Q. I am a friend of a man who is married who announced last week that his wife is expecting their first child. I have never met his wife. He has had at least one extramarital affair, with a 16-year-old girl, which is over now. He told me all about this affair as it happened and it made me very uncomfortable. Yesterday he told me he has solicited a woman over the Internet, and is paying her plane fare for a secret sexual rendezvous
I got very angry and reminded him that he had a pregnant wife at home. "I seem to have lost my conscience," he admitted. I tried to convince him to cancel this new woman, but he is adamant. He kept making flimsy excuses: "I must live sometime. I'm making up for lost moments. My wife will never know."
I do not condone adultery and I think what he is doing is despicable, especially when his wife has a baby due. He said I am the only person who knows.

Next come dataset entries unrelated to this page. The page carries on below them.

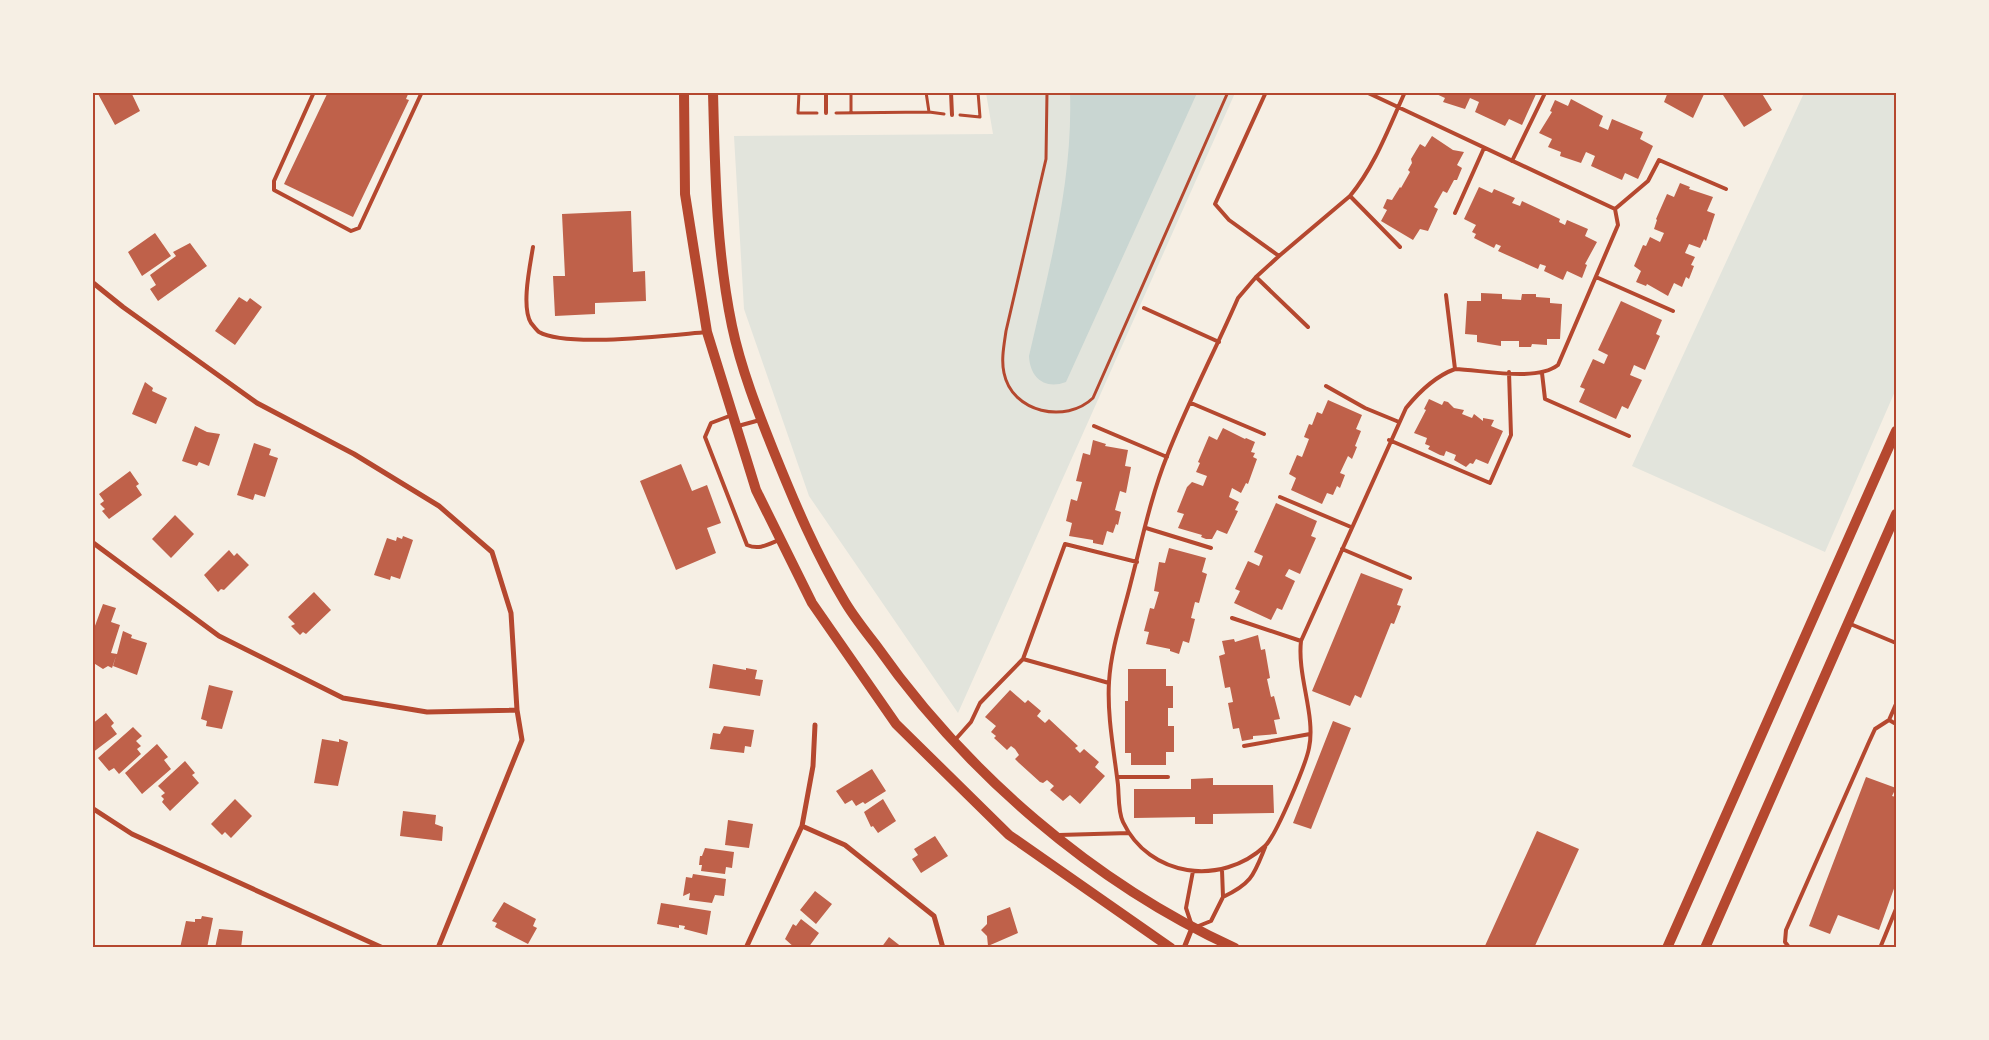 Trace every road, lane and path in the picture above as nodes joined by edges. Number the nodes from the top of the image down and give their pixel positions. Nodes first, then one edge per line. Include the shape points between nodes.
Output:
1 (314, 92) edge
2 (422, 92) edge
3 (684, 92) edge
4 (713, 92) edge
5 (799, 92) edge
6 (826, 92) edge
7 (851, 92) edge
8 (926, 92) edge
9 (951, 92) edge
10 (978, 92) edge
11 (1047, 92) edge
12 (1228, 92) edge
13 (1266, 92) edge
14 (1366, 92) edge
15 (1406, 92) edge
16 (1545, 93) edge
17 (1398, 108) junction
18 (929, 112) junction
19 (826, 113) junction
20 (851, 113) junction
21 (952, 115) junction
22 (1484, 148) junction
23 (1512, 161) junction
24 (1726, 189) dead end
25 (1350, 196) junction
26 (1616, 209) junction
27 (1455, 213) dead end
28 (533, 247) dead end
29 (1400, 247) dead end
30 (1279, 256) junction
31 (1596, 277) junction
32 (1256, 278) junction
33 (92, 282) edge
34 (1446, 295) dead end
35 (1144, 308) dead end
36 (1673, 310) dead end
37 (1308, 327) dead end
38 (706, 332) junction
39 (1219, 342) junction
40 (1455, 369) junction
41 (1509, 372) junction
42 (1542, 373) junction
43 (1326, 386) dead end
44 (1191, 403) junction
45 (732, 415) junction
46 (761, 420) junction
47 (1398, 422) junction
48 (1094, 426) dead end
49 (736, 427) junction
50 (1896, 431) edge
51 (1264, 434) dead end
52 (1629, 436) dead end
53 (1389, 440) junction
54 (1167, 457) junction
55 (1280, 497) dead end
56 (1896, 514) edge
57 (1351, 527) junction
58 (1146, 528) junction
59 (781, 540) junction
60 (92, 542) edge
61 (1211, 548) dead end
62 (1342, 550) junction
63 (1137, 562) junction
64 (1410, 578) dead end
65 (1232, 618) dead end
66 (1848, 623) junction
67 (1301, 641) junction
68 (1896, 643) edge
69 (1023, 659) junction
70 (1109, 682) junction
71 (1896, 704) edge
72 (517, 710) junction
73 (1889, 720) junction
74 (1896, 724) edge
75 (815, 725) dead end
76 (1310, 734) junction
77 (953, 742) junction
78 (1244, 746) dead end
79 (1117, 777) junction
80 (1168, 777) dead end
81 (92, 808) edge
82 (802, 826) junction
83 (1129, 833) junction
84 (1055, 836) junction
85 (1266, 845) junction
86 (1222, 870) junction
87 (1193, 871) junction
88 (1223, 897) junction
89 (1896, 909) edge
90 (1192, 928) junction
91 (1788, 947) edge
92 (382, 948) edge
93 (438, 948) edge
94 (746, 948) edge
95 (943, 948) edge
96 (1171, 948) edge
97 (1184, 948) edge
98 (1235, 948) edge
99 (1668, 948) edge
100 (1705, 948) edge
101 (1880, 948) edge

1 - 2 lane via 274,181 274,190 351,231 359,228
3 - 38 main road via 685,194
4 - 46 main road via 718,236 732,328
5 - 19 path via 798,113
6 - 19 lane
7 - 20 path
8 - 18 path
9 - 21 lane
10 - 21 path via 980,117
11 - 12 path via 1046,159 1002,360 1009,388 1030,406 1054,413 1076,410 1093,398
13 - 30 lane via 1215,204 1230,220
14 - 17 lane
15 - 17 lane
16 - 23 lane
17 - 22 lane
17 - 25 lane via 1363,181
18 - 20 path
18 - 21 path
19 - 20 path
22 - 23 lane
22 - 27 lane
23 - 26 lane
24 - 26 lane via 1659,160 1648,181
25 - 29 lane
25 - 30 lane
26 - 31 lane via 1618,225
28 - 38 lane via 526,287 530,321 538,331 566,339 623,339
30 - 32 lane
31 - 36 lane
31 - 42 lane via 1558,365
32 - 37 lane
32 - 39 lane via 1238,298
33 - 72 street via 257,403 354,454 439,506 492,552 512,613
34 - 40 lane
35 - 39 lane
38 - 45 main road
39 - 44 lane
40 - 41 lane
40 - 47 lane via 1416,396
41 - 42 lane
41 - 53 lane via 1511,435 1490,483
42 - 52 lane via 1544,399
43 - 47 lane
44 - 51 lane
44 - 54 lane
45 - 49 main road
45 - 59 lane via 711,423 705,437 747,545 762,547
46 - 49 lane
46 - 77 main road via 804,525 846,603 895,673
47 - 53 lane
48 - 54 lane
49 - 59 main road via 756,490
50 - 99 main road
53 - 57 lane
54 - 58 lane
55 - 57 lane
56 - 66 main road
57 - 62 lane
58 - 61 lane
58 - 63 lane
59 - 96 main road via 812,603 896,724 1009,835
60 - 72 street via 219,636 343,698 427,712
62 - 64 lane
62 - 67 lane
63 - 69 lane via 1065,544
63 - 70 lane via 1115,645
65 - 67 lane
66 - 68 lane
66 - 100 main road
67 - 76 lane
69 - 70 lane
69 - 77 lane via 980,703 971,722
70 - 79 lane
71 - 73 lane
72 - 93 street via 522,740
73 - 74 lane
73 - 91 lane via 1875,730 1865,751 1786,930
75 - 82 street via 813,766
76 - 78 lane
76 - 85 lane via 1305,758
77 - 84 main road
79 - 80 lane
79 - 83 lane via 1121,820
81 - 92 street via 132,834
82 - 94 street
82 - 95 street via 845,845 934,916
83 - 84 lane
83 - 87 lane via 1154,857 1177,870
84 - 90 main road via 1111,879
85 - 86 lane via 1245,860
85 - 88 lane via 1256,871 1242,888
86 - 87 lane
86 - 88 lane
87 - 90 lane via 1186,908
88 - 90 lane via 1211,921
89 - 101 lane
90 - 97 street
90 - 98 main road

Is there anything I can do? Would I be justified in writing an anonymous note to his wife telling her about her husband's infidelity? He once said that if his wife ever found out she'd probably kick him out of the house. I am beginning to believe he deserves it.
Undecided, from Minnesota
A. Dude, it's almost like God is daring you to blackmail this guy. Not only are you in a position to ruin his life with a single unsigned note to his wife, but it sounds like this guy has mad connections that can get you some serious tail. Tell him you'll totally bust his ass if he doesn't let you in on some of that action, then sit back and enjoy all the jailbait booty and out-of-state whores you can handle.
Well that's it. I'm back for the next installment so all that's left is for me to thank Alex on behalf of all of those people who's lives he has just improved with his advice, and for myself, because it meant the time I usually spend drafting a 'Dear Jimmy' was better invested downloading internet porn....I mean illegal movies....I mean burning Cd's of bootleg music...I mean....doing research on wikipedia. Yeah. That'll work. I have been doing research on wikipedia.
Hopefully Alex will let me look him up again for another guest spot sometime. which will probably be about the first time a decent Watchmen torrent hits the web.